The absintheurs alerted Rail to a man, identified by the author only as "Christian", who they suspected was peddling new absinthe as pre-ban absinthe.
It was only picked up due to the keen eyes and taste buds in this underground community.
"They had started to realise that some of these samples seemed a little off, maybe they weren't correct in some way, in terms of the packaging," Rail retells.
"Some people could see a bottle from across the room and say, 'That's not right because the label had been placed at the wrong height on the bottle'."
Rail says the community eventually uncovered around €100,000 (or $161,000) of fraud.
He says that the evidence was overwhelming, and the forger later confessed and apologised.
But there was one complication in potential prosecution — the evidence was mostly all gone.
"It's hard to prove that there is a crime that actually occurred, because in most cases the evidence — that is the absinthe itself — was consumed."
A 'real joie de vivre'
After spending time in Europe's underground absinthe community, Rail feels torn about one thing: What should be done with the diminishing pre-ban bottles of absinthe that still exist?
"I'm of two minds.
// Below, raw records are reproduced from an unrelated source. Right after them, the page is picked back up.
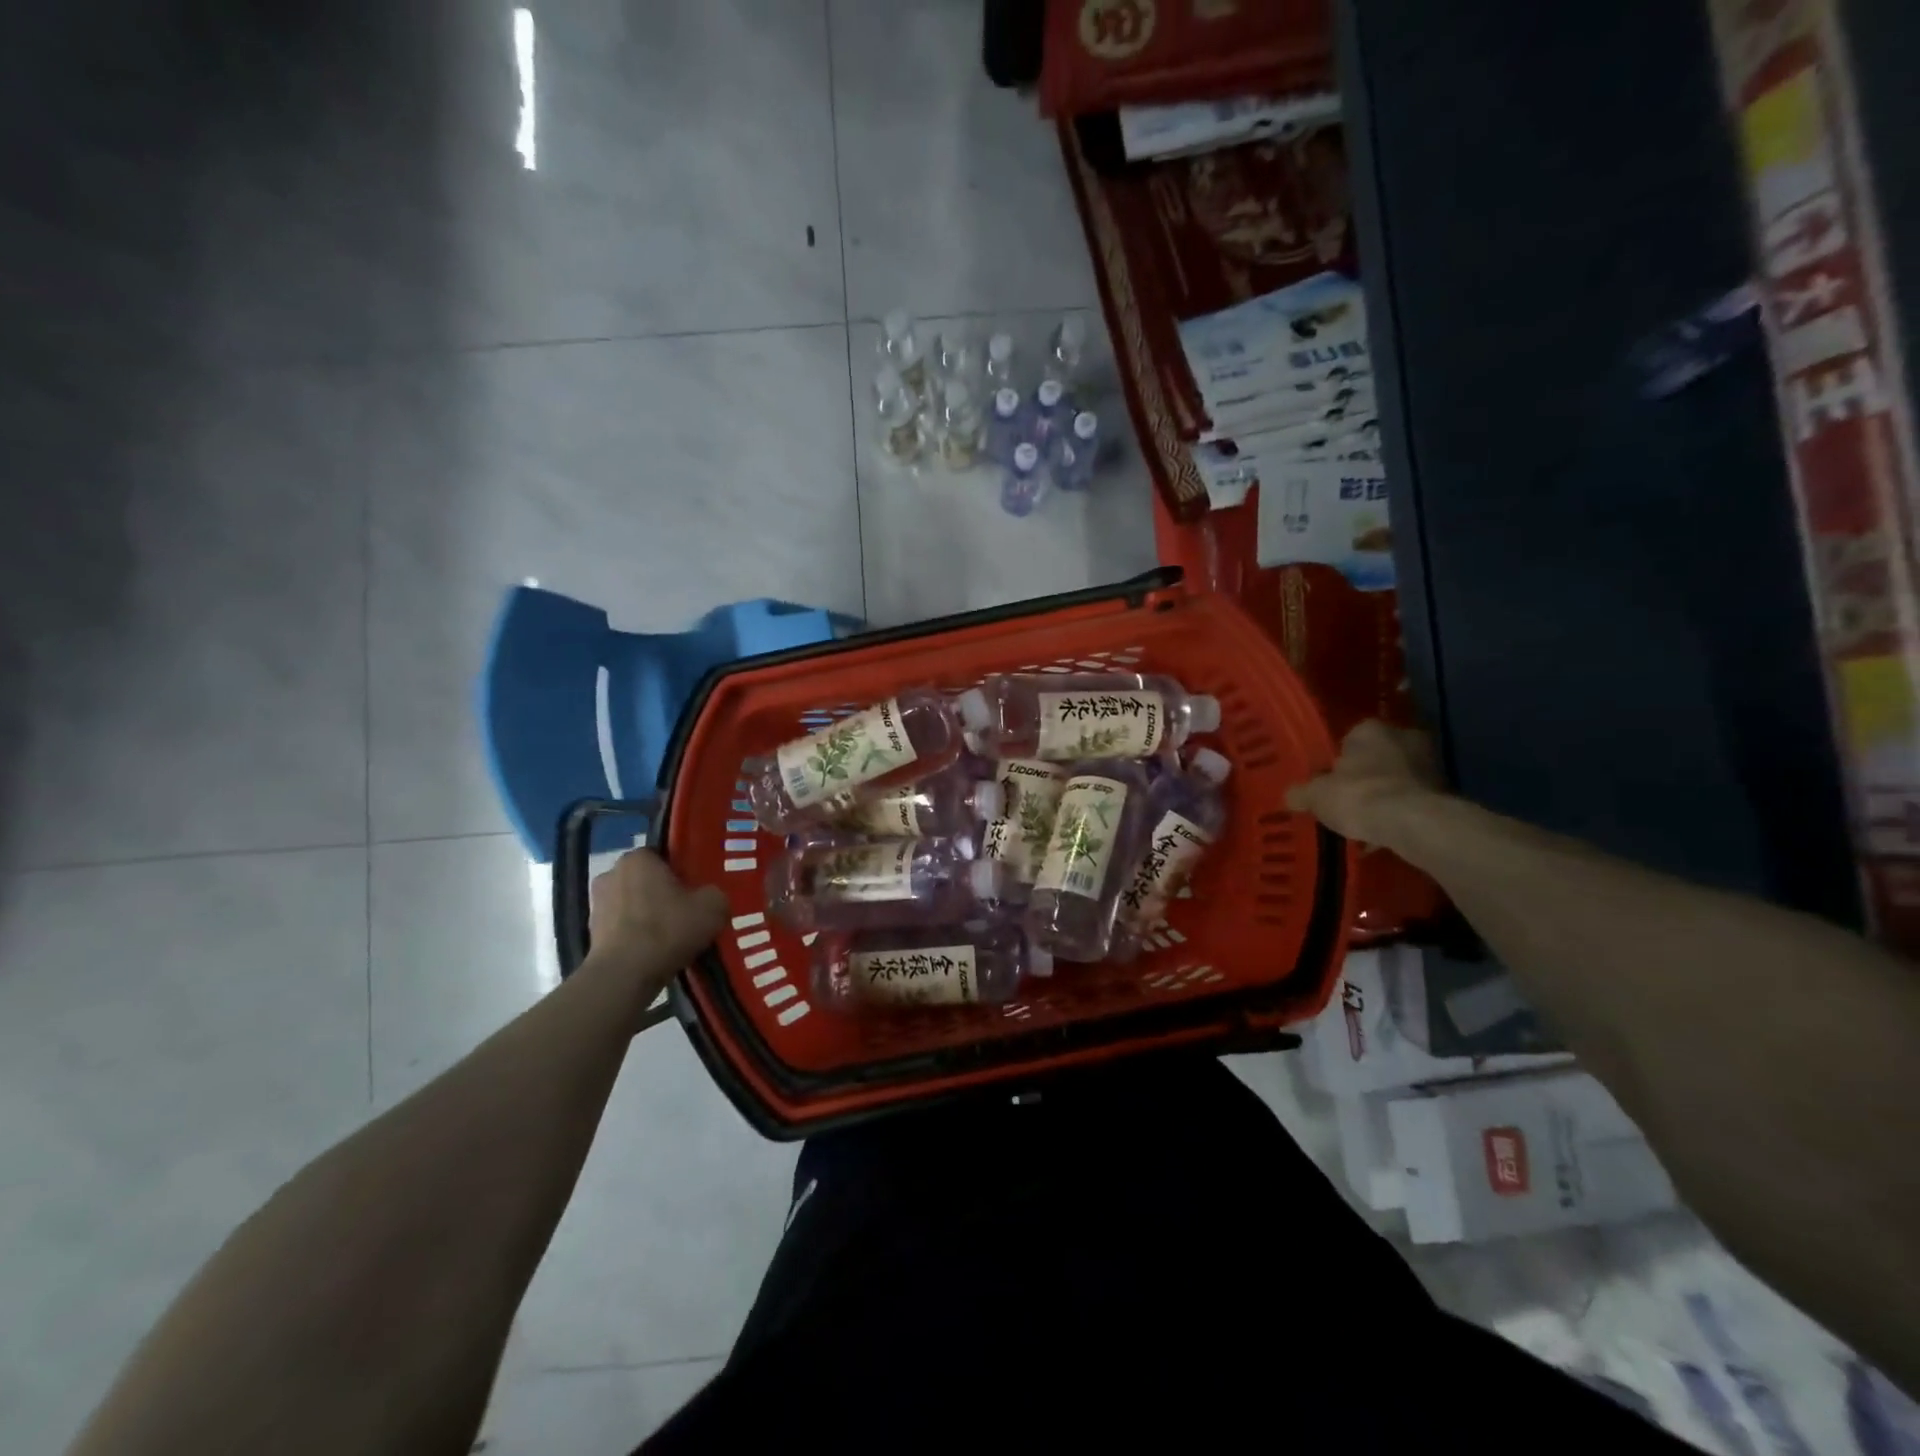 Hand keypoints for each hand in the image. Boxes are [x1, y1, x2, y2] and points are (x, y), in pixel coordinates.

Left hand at [586, 850, 726, 998]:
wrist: (625, 975)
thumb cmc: (668, 929)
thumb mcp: (713, 907)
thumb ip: (715, 893)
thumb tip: (709, 898)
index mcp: (638, 858)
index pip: (664, 856)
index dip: (682, 872)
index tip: (695, 891)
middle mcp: (611, 873)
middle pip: (646, 880)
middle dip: (663, 893)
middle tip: (687, 913)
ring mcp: (596, 904)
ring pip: (633, 904)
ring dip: (647, 916)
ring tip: (671, 938)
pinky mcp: (590, 933)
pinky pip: (622, 928)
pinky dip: (635, 937)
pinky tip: (653, 953)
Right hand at [1286, 720, 1444, 845]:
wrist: (1413, 823)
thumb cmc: (1358, 796)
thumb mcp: (1316, 796)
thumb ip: (1302, 793)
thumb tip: (1291, 796)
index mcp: (1370, 729)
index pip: (1351, 737)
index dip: (1339, 760)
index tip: (1331, 780)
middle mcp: (1404, 737)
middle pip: (1378, 756)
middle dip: (1366, 775)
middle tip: (1348, 798)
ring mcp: (1430, 764)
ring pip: (1398, 778)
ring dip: (1385, 794)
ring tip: (1366, 820)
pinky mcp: (1445, 792)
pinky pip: (1413, 800)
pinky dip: (1401, 812)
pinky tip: (1385, 832) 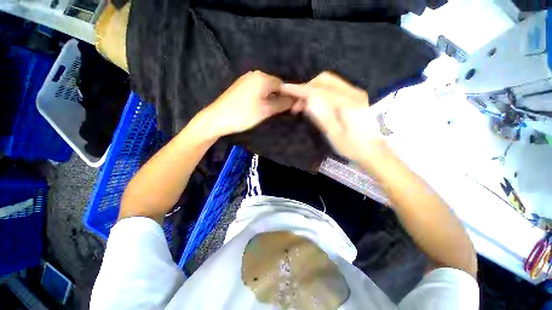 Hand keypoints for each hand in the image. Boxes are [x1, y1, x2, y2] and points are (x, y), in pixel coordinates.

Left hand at [199, 71, 293, 136]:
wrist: (217, 118)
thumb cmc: (243, 115)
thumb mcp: (265, 110)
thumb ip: (281, 104)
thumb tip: (295, 100)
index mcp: (262, 78)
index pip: (283, 85)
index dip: (288, 96)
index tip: (291, 108)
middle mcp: (255, 74)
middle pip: (274, 85)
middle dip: (278, 97)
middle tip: (279, 111)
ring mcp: (246, 79)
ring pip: (265, 88)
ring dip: (270, 98)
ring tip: (270, 111)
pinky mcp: (241, 86)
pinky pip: (257, 89)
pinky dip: (262, 97)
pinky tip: (259, 107)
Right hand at [281, 72, 386, 163]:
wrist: (372, 150)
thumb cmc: (353, 147)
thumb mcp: (334, 134)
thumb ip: (321, 115)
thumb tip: (307, 101)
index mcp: (349, 103)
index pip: (319, 91)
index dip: (301, 89)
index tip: (285, 88)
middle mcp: (353, 93)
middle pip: (324, 80)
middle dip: (306, 88)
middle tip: (296, 104)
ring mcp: (355, 93)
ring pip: (328, 83)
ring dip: (312, 91)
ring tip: (302, 106)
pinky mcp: (353, 96)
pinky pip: (332, 89)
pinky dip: (319, 94)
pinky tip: (314, 105) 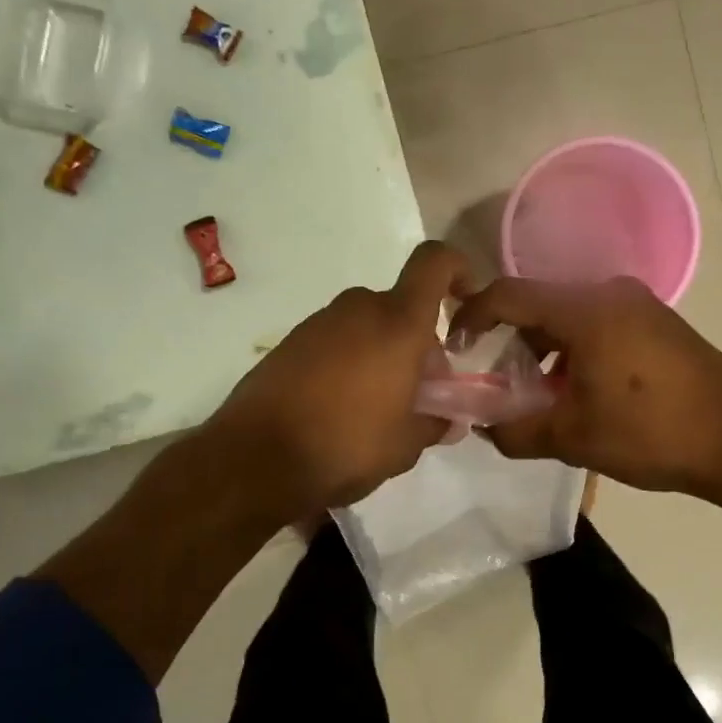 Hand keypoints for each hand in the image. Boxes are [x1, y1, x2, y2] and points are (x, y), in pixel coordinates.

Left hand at [205, 241, 470, 516]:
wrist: (255, 459)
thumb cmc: (346, 445)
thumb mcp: (405, 446)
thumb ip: (434, 424)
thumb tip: (447, 420)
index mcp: (398, 324)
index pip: (435, 263)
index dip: (458, 269)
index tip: (466, 301)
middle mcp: (358, 309)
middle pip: (402, 307)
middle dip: (418, 341)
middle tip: (419, 390)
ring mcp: (319, 323)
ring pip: (367, 326)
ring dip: (382, 354)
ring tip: (378, 407)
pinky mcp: (289, 342)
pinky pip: (335, 341)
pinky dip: (349, 362)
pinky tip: (340, 408)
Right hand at [449, 276, 721, 505]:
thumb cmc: (652, 434)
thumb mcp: (573, 438)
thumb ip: (515, 431)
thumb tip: (484, 428)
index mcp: (586, 310)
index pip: (509, 295)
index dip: (472, 316)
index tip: (455, 347)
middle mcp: (610, 292)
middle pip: (539, 303)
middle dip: (510, 340)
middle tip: (498, 381)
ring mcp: (638, 304)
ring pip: (569, 315)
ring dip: (544, 348)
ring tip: (539, 393)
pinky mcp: (657, 321)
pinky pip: (598, 323)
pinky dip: (574, 348)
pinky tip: (580, 388) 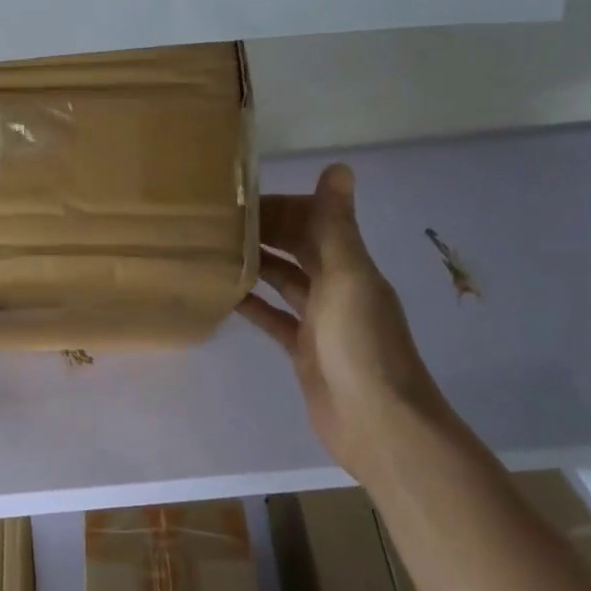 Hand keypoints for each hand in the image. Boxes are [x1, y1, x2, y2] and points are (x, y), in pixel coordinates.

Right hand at [237, 164, 447, 478]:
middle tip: (215, 221)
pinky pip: (272, 316)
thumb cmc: (362, 345)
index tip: (238, 198)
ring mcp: (319, 319)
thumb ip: (337, 225)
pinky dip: (251, 304)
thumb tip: (339, 166)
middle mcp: (336, 286)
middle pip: (295, 247)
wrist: (378, 425)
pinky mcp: (302, 348)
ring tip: (212, 249)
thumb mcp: (348, 278)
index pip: (312, 221)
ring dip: (254, 263)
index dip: (280, 207)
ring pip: (282, 279)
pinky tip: (222, 294)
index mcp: (349, 265)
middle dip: (263, 231) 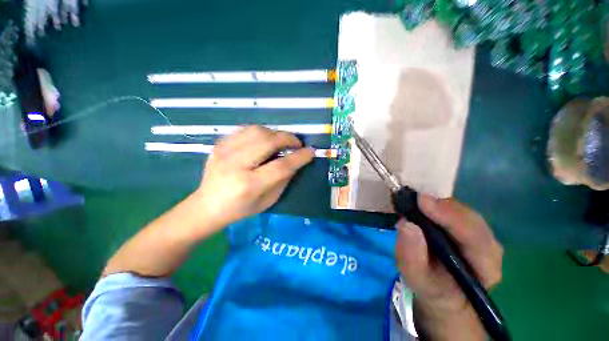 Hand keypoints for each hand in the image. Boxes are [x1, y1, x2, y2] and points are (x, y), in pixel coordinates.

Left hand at [193, 126, 314, 232]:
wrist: (207, 206)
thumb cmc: (241, 209)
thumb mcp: (268, 200)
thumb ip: (284, 179)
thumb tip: (297, 160)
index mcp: (249, 185)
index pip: (280, 166)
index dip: (299, 157)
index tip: (311, 151)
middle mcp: (235, 164)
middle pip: (267, 141)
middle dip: (288, 138)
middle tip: (297, 144)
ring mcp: (224, 151)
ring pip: (256, 130)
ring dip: (275, 133)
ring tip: (282, 141)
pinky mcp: (219, 145)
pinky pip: (245, 130)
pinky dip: (261, 132)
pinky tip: (265, 140)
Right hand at [395, 195, 502, 339]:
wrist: (443, 289)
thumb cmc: (431, 286)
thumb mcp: (417, 278)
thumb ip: (411, 256)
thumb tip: (406, 224)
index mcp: (486, 266)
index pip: (475, 237)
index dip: (449, 216)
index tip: (421, 201)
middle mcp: (489, 246)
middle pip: (470, 218)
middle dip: (441, 207)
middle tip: (413, 199)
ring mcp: (481, 234)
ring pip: (462, 211)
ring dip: (437, 204)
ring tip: (414, 202)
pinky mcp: (468, 226)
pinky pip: (454, 209)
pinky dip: (436, 205)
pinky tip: (421, 205) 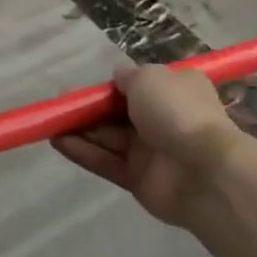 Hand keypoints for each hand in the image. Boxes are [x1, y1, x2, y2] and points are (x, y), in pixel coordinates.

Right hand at [52, 64, 242, 226]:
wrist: (204, 171)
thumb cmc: (177, 111)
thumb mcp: (149, 77)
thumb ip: (128, 76)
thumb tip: (118, 77)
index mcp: (175, 90)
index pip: (140, 86)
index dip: (113, 86)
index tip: (89, 87)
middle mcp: (164, 119)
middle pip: (119, 113)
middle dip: (91, 109)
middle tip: (61, 104)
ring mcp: (151, 152)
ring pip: (109, 137)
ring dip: (81, 130)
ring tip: (51, 122)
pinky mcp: (138, 179)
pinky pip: (107, 162)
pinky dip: (83, 152)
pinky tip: (58, 142) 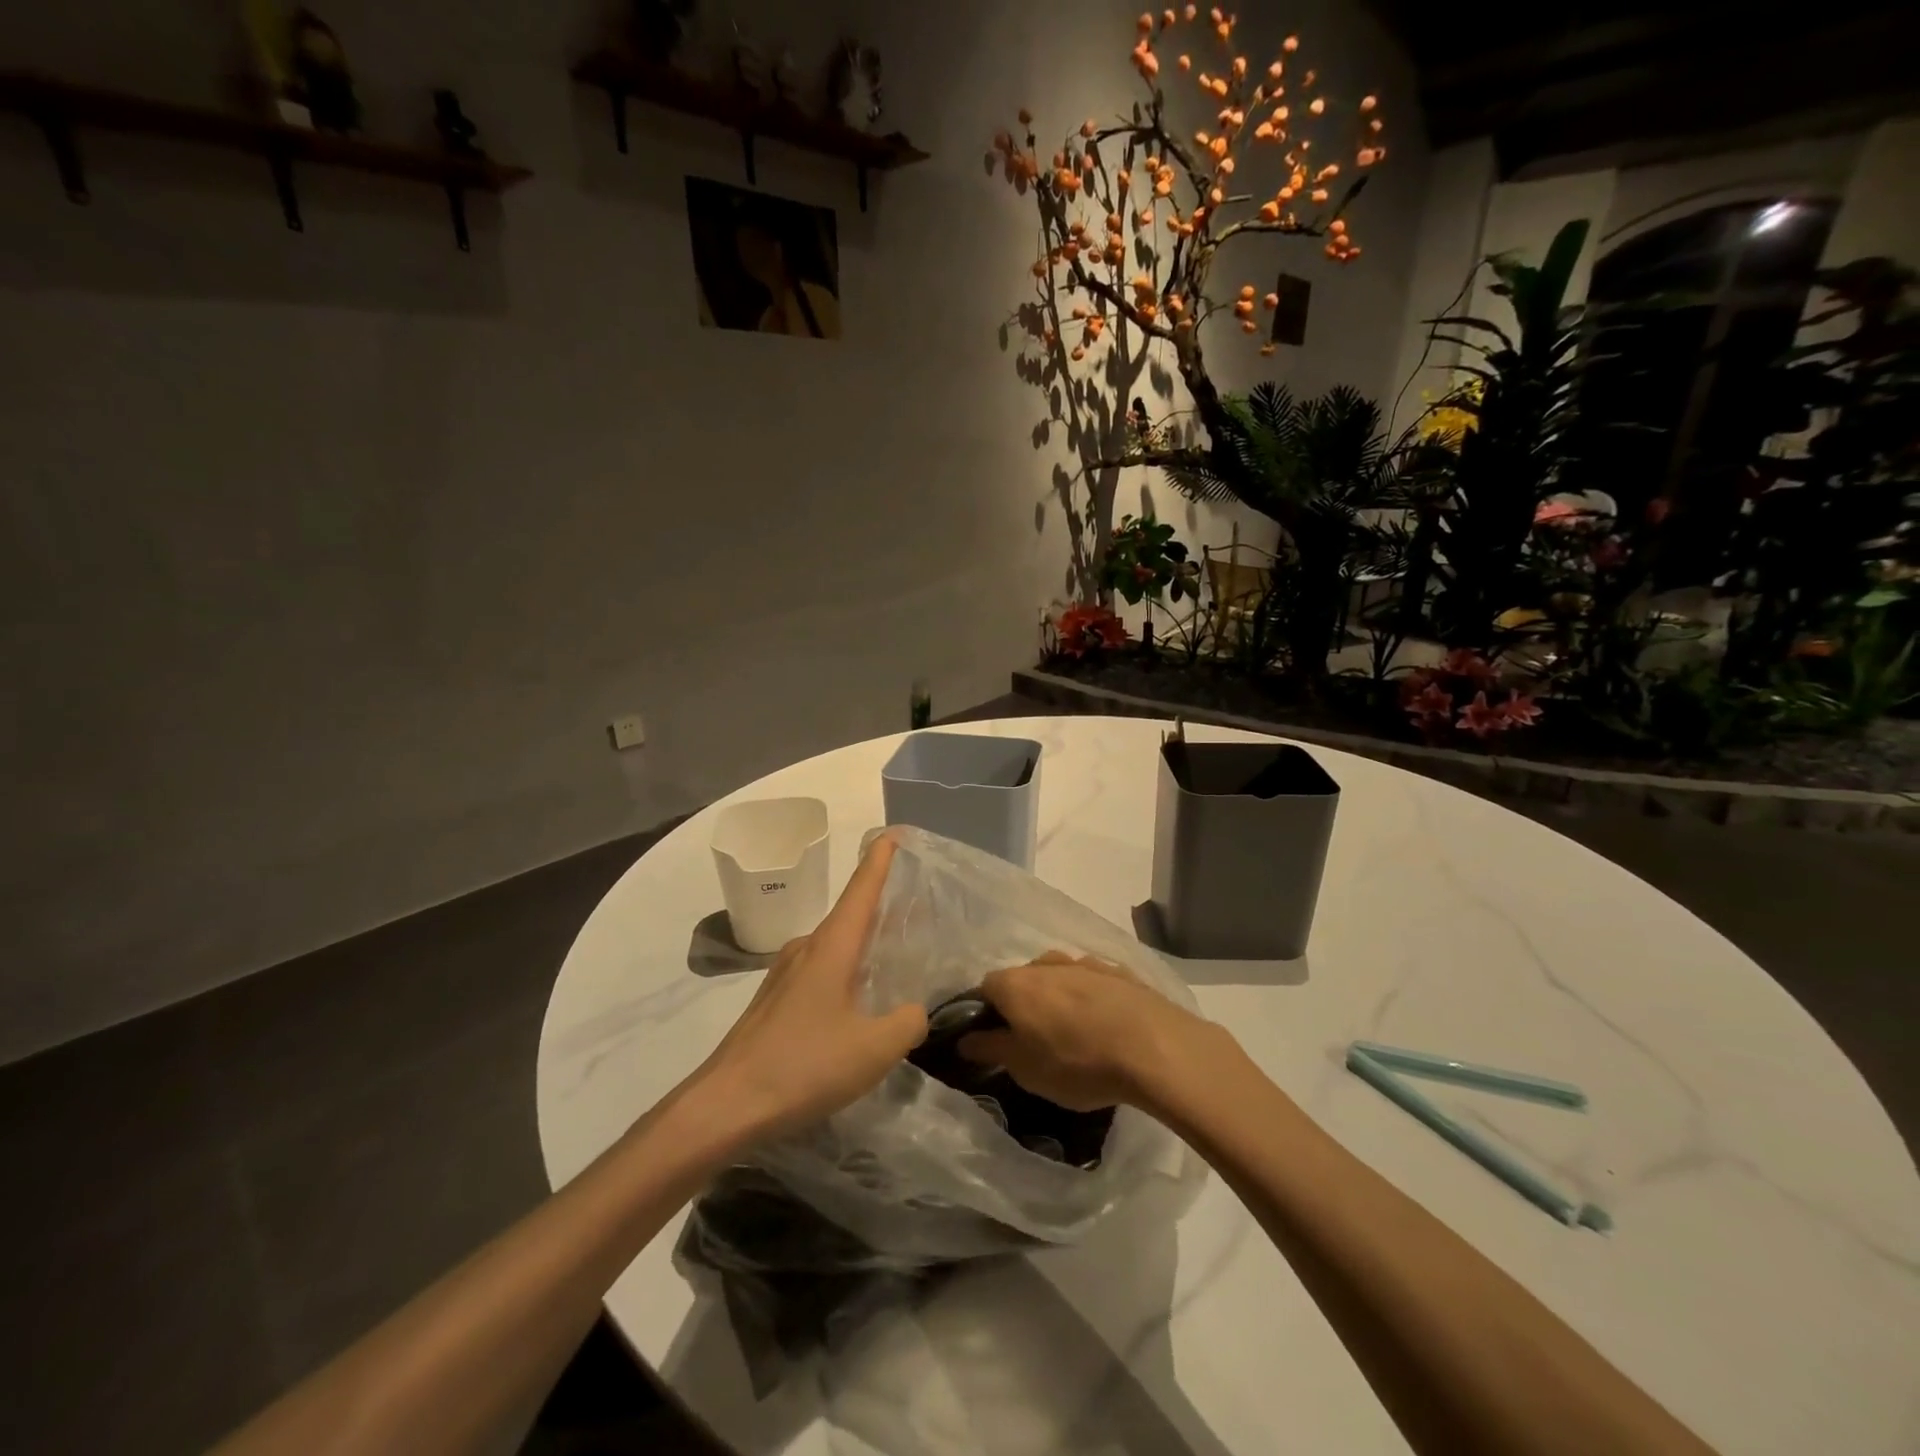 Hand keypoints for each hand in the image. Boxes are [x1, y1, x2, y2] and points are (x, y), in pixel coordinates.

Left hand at [689, 834, 927, 1140]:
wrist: (726, 1105)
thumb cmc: (803, 1065)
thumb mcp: (873, 1049)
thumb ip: (907, 1022)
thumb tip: (915, 1011)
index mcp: (831, 946)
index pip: (862, 889)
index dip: (880, 861)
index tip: (894, 833)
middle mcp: (806, 949)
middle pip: (850, 915)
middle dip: (880, 905)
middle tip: (915, 906)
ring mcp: (785, 974)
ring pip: (834, 946)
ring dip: (863, 942)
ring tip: (893, 953)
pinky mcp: (774, 1002)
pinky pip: (820, 970)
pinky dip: (845, 970)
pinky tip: (856, 1000)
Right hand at [959, 952, 1220, 1112]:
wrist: (1154, 1047)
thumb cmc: (1077, 1061)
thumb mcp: (1025, 1068)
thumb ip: (990, 1049)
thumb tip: (964, 1039)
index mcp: (1016, 983)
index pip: (985, 988)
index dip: (985, 1012)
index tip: (993, 1038)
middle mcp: (1046, 963)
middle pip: (1023, 979)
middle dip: (1023, 1004)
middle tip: (1033, 1039)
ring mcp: (1085, 963)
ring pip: (1059, 977)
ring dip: (1058, 998)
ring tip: (1072, 1032)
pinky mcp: (1119, 972)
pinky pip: (1093, 983)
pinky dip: (1090, 998)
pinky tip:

I really think these things should be preserved … The number of bottles that were created before 1914 is limited. They're disappearing."
But seeing how the absintheurs consume the historic drink made him realise another point.
There's a power in "being able to take something like that and enjoy it now, having that sense of the present", he says.
"It shows a real joie de vivre, that I find really admirable."